Part 3: Anatomy of the pipeline

13 February 05

With Lenya installed, you're itching to figure out how to get around this thing so you can start creating a website. But, you want to put it all together the way you're used to. Well, bring out the frozen dinners, because this is not your momma's cooking. Instead of opening up a file, adding our HTML, and throwing in some CSS, we'll be working with pipelines, XML, XSLT to get the job done.

What are pipelines?

Pipelines aren't a Lenya thing - it's a Cocoon thing. If you want to master Lenya, you'll have to get your hands around Cocoon, and that's not an easy thing. Let me remind you that the articles I write here are not because I'm an expert in Lenya or Cocoon. Far from it. But, I have learned some things along the way that I see being asked over and over, so I think it's important to keep the open-source spirit alive and document what I've learned.

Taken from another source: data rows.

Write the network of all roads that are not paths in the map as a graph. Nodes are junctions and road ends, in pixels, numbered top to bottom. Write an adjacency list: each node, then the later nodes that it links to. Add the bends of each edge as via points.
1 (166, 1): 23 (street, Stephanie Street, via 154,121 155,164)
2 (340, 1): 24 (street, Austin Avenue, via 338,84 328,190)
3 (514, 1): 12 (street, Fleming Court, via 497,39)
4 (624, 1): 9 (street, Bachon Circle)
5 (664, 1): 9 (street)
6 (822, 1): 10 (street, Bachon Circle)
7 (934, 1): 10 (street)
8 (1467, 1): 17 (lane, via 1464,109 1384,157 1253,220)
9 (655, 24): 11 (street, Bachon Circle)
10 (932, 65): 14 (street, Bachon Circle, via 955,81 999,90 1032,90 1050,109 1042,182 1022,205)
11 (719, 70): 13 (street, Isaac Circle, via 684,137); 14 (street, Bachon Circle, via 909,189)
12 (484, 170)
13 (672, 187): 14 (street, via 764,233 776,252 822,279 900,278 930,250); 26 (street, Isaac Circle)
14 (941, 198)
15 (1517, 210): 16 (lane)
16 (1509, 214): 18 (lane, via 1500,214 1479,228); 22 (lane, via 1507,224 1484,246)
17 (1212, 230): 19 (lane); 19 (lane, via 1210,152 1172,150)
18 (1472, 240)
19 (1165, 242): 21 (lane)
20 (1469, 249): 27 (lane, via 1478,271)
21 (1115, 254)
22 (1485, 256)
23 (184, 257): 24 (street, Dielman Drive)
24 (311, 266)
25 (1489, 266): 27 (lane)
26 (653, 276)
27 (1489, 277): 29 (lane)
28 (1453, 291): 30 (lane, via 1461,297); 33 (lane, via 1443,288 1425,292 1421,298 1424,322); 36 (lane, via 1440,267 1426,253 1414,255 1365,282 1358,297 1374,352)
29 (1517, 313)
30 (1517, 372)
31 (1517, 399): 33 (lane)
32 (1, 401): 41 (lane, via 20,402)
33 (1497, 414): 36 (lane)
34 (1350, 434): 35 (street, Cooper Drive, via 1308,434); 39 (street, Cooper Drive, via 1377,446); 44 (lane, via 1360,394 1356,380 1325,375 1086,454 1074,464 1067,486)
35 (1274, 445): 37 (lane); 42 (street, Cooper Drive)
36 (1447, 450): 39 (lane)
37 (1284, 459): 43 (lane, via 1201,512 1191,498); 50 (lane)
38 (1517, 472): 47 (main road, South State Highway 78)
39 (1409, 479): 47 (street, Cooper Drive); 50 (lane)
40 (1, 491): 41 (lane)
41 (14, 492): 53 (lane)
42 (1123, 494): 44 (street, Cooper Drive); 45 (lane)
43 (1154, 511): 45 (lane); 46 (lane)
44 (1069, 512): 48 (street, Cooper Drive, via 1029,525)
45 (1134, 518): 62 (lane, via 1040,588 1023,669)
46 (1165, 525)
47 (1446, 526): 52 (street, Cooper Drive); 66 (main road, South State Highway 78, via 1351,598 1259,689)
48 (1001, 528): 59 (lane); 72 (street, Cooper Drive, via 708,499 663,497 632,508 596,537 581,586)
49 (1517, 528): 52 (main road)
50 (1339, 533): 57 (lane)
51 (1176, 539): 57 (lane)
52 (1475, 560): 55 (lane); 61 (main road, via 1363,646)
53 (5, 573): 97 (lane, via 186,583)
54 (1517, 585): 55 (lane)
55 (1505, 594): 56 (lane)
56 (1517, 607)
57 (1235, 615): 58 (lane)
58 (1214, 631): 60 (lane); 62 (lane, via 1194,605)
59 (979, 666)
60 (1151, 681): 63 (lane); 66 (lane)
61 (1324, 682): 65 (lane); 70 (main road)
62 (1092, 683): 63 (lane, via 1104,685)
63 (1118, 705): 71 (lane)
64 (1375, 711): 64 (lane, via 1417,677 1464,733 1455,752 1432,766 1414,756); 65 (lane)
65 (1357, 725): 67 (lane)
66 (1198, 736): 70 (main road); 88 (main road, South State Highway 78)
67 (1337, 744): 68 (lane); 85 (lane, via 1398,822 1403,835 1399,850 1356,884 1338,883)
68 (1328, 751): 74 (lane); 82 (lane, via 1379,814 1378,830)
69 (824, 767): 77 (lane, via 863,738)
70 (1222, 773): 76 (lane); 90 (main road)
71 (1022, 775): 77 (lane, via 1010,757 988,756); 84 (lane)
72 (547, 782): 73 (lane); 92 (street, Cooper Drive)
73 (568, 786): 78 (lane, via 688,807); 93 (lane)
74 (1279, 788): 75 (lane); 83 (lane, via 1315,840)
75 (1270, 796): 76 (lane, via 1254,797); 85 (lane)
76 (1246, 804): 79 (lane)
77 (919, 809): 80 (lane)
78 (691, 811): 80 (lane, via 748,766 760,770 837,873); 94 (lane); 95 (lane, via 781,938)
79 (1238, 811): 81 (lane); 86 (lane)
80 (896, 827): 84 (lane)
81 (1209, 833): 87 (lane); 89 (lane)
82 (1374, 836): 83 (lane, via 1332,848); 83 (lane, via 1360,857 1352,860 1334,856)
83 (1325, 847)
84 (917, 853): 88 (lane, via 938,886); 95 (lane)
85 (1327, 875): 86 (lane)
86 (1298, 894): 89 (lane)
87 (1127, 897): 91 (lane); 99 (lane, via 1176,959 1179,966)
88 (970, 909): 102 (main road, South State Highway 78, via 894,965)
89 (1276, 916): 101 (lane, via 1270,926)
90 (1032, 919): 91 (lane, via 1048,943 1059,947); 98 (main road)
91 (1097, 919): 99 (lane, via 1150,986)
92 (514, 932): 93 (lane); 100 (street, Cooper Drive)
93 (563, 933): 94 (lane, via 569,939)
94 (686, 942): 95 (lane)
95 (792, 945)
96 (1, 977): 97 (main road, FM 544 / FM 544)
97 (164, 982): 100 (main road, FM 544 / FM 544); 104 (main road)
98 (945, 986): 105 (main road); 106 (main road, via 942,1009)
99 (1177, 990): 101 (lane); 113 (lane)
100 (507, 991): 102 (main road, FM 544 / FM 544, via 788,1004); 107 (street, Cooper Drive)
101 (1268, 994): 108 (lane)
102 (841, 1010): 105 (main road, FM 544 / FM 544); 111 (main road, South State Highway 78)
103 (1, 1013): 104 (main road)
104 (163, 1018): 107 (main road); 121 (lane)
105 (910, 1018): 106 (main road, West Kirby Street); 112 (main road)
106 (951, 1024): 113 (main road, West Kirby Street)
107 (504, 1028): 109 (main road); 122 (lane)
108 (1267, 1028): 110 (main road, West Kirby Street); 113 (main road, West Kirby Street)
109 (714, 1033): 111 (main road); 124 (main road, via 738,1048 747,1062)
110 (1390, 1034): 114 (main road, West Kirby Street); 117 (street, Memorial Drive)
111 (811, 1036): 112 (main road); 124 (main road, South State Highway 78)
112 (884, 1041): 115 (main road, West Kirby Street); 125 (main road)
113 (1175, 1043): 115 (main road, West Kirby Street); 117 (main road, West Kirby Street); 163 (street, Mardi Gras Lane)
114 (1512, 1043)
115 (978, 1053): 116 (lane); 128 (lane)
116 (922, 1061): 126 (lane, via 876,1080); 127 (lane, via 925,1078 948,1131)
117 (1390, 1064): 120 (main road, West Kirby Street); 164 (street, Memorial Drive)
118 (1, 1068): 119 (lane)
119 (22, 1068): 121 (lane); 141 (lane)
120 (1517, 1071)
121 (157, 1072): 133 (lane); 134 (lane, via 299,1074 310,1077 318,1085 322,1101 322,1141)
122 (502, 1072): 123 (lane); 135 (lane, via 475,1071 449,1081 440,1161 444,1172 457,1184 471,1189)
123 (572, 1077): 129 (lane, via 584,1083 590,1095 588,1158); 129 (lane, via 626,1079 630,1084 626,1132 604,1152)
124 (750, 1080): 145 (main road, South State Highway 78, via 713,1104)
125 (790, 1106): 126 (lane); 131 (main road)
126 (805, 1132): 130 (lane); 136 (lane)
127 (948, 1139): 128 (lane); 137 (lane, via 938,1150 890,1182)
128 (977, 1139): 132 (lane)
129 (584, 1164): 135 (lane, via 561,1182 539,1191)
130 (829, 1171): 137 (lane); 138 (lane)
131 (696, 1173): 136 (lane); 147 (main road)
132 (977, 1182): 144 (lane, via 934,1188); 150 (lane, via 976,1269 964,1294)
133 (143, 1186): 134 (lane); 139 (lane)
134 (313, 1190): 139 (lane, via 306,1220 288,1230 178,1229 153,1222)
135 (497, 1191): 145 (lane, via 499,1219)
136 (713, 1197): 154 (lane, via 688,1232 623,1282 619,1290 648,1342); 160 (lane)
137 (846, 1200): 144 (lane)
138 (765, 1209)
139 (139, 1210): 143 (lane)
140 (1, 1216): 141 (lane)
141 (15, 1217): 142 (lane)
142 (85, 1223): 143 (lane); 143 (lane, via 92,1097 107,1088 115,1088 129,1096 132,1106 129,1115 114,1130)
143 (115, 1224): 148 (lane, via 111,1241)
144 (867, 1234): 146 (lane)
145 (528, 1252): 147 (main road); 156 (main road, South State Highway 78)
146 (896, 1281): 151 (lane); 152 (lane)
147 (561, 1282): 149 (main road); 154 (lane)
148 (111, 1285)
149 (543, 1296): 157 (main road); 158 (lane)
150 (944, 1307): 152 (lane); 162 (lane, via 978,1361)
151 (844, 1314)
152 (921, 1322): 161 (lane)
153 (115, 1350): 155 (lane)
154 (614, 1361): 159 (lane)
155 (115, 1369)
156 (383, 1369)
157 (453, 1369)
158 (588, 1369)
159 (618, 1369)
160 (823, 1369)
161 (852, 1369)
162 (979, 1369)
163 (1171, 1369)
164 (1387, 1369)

OK, so back to pipelines. Pipelines are basically part of a set of items that can be found in a sitemap of your publication, which include the components, views, resources, etc. We'll save all those for another time. Pipelines are a way to match a request coming to your publication and act on them in some way. So, for example, if you are accessing a particular page within your publication using your web browser, a pipeline can find a match for that request and possibly send back a page for you to view.

Minimum Requirements

For a pipeline to work, you'll need to match an incoming request, generate something to be used, and then send it back in a format that is recognizable and can be dealt with easily. Here's an example pipeline:

1. <map:pipeline>
2. <map:match pattern="example">
3. <map:generate type="file" src="example.xml"/>
4. <map:serialize type="xml"/>
5. </map:match>
6. </map:pipeline>

Let's walk through this line by line. Line 1 starts the definition of the pipeline. Everything starts with "map:" because all of this XML is part of the map namespace defined by Cocoon. Line 2 tries to match an incoming request to see if it looks like "example". If it does, we keep going. If not, this pipeline gets skipped over. Line 3 is the generator. In this case, we'll be generating "stuff" from a file, and that file is example.xml. So, what do we do with this stuff inside the file? Well, we need to send it back to the user making the request for "example" in something they (or it) can understand. In line 4, we're doing just that by using a serializer to take all that stuff in example.xml and sending back to the user as XML.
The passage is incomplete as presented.